Collection entries
------------------------------------------------

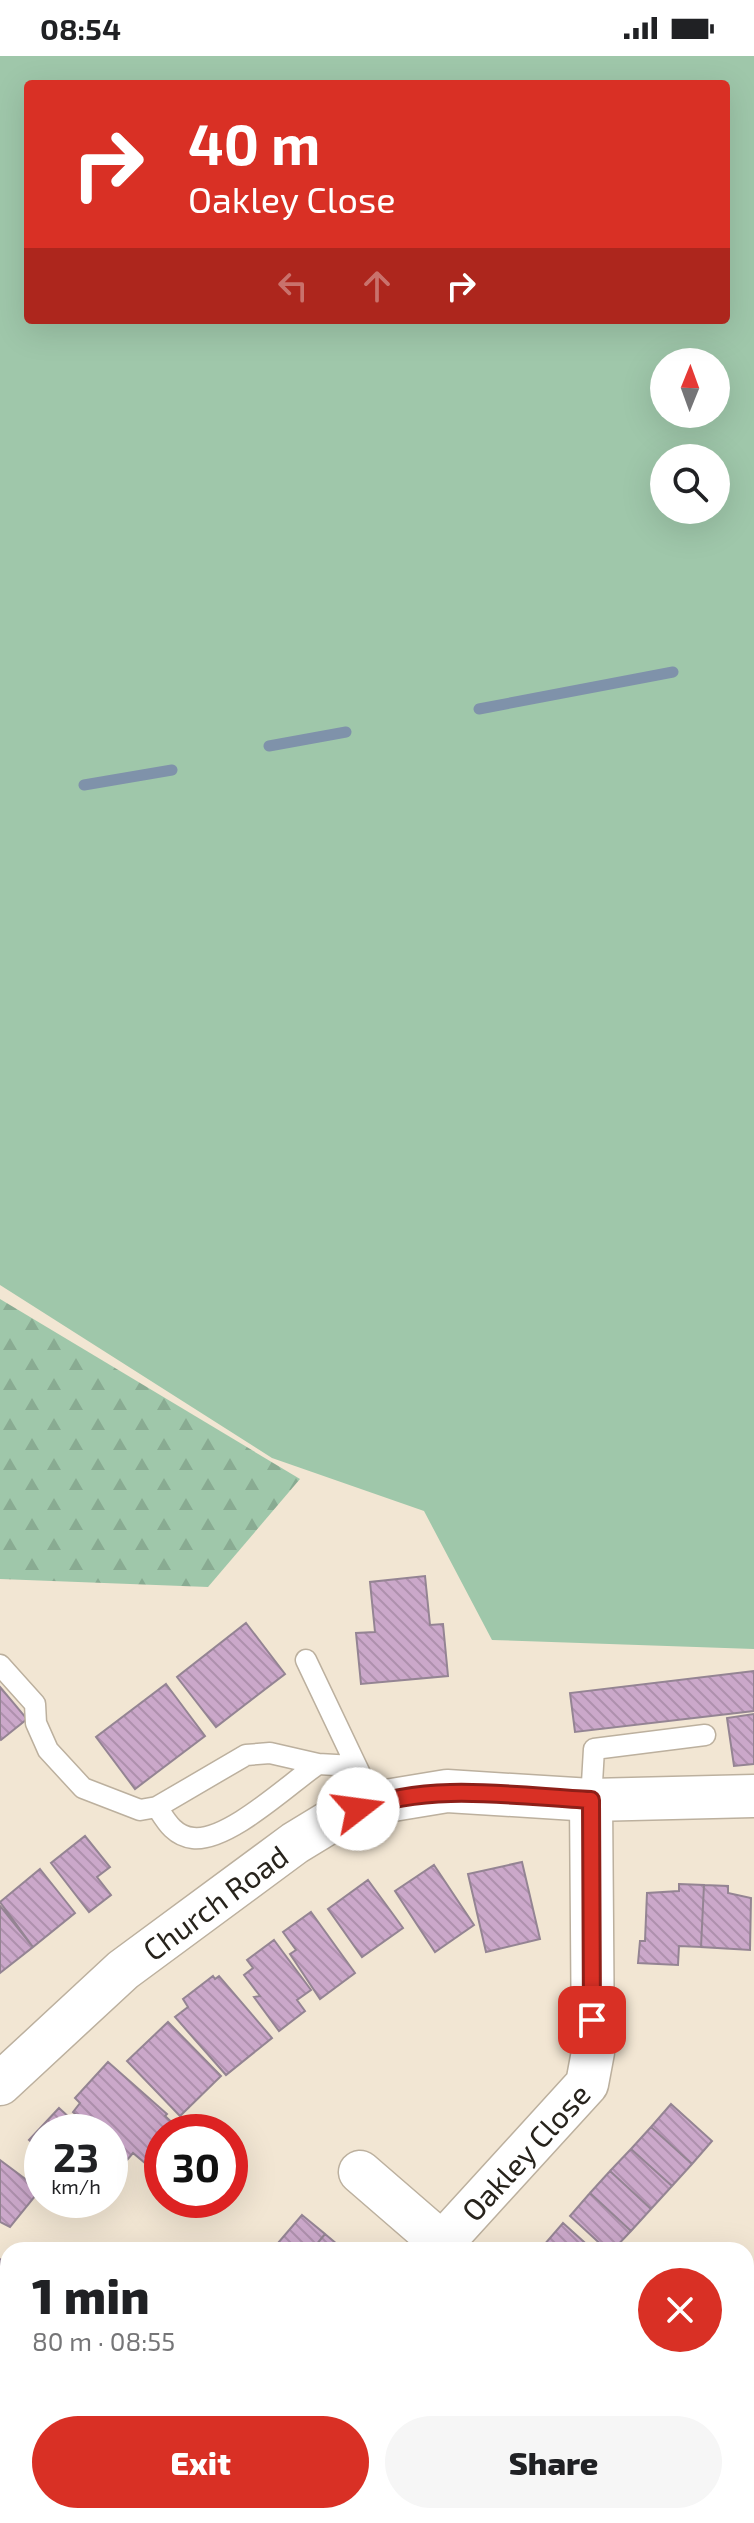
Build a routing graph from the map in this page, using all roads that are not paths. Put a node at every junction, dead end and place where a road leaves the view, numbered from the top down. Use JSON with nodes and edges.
{"nodes":[{"id":1,"x":306,"y":1660,"type":"dead end"},
{"id":2,"x":0,"y":1665,"type":"edge"},
{"id":3,"x":705,"y":1735,"type":"dead end"},
{"id":4,"x":318,"y":1764,"type":"junction"},
{"id":5,"x":354,"y":1766,"type":"junction"},
{"id":6,"x":754,"y":1796,"type":"edge"},
{"id":7,"x":591,"y":1800,"type":"junction"},
{"id":8,"x":374,"y":1803,"type":"junction"},
{"id":9,"x":157,"y":1807,"type":"junction"},
{"id":10,"x":0,"y":2084,"type":"edge"},
{"id":11,"x":360,"y":2172,"type":"dead end"},
{"id":12,"x":437,"y":2242,"type":"edge"},
{"id":13,"x":445,"y":2242,"type":"edge"}],
"edges":[{"from":1,"to":5,"type":"lane"},
{"from":2,"to":9,"type":"lane"},
{"from":3,"to":7,"type":"lane"},
{"from":4,"to":5,"type":"lane"},
{"from":4,"to":9,"type":"lane"},
{"from":4,"to":9,"type":"lane"},
{"from":5,"to":8,"type":"lane"},
{"from":6,"to":7,"type":"street","name":"Church Road"},
{"from":7,"to":8,"type":"street","name":"Church Road"},
{"from":7,"to":13,"type":"street","name":"Oakley Close"},
{"from":8,"to":10,"type":"street","name":"Church Road"},
{"from":11,"to":12,"type":"street","name":"Oakley Close"}]}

------------------------------------------------

Copy, from the lines above, each one that holds "street".

{"from":6,"to":7,"type":"street","name":"Church Road"},
{"from":7,"to":8,"type":"street","name":"Church Road"},
{"from":7,"to":13,"type":"street","name":"Oakley Close"},
{"from":8,"to":10,"type":"street","name":"Church Road"},
{"from":11,"to":12,"type":"street","name":"Oakley Close"}]}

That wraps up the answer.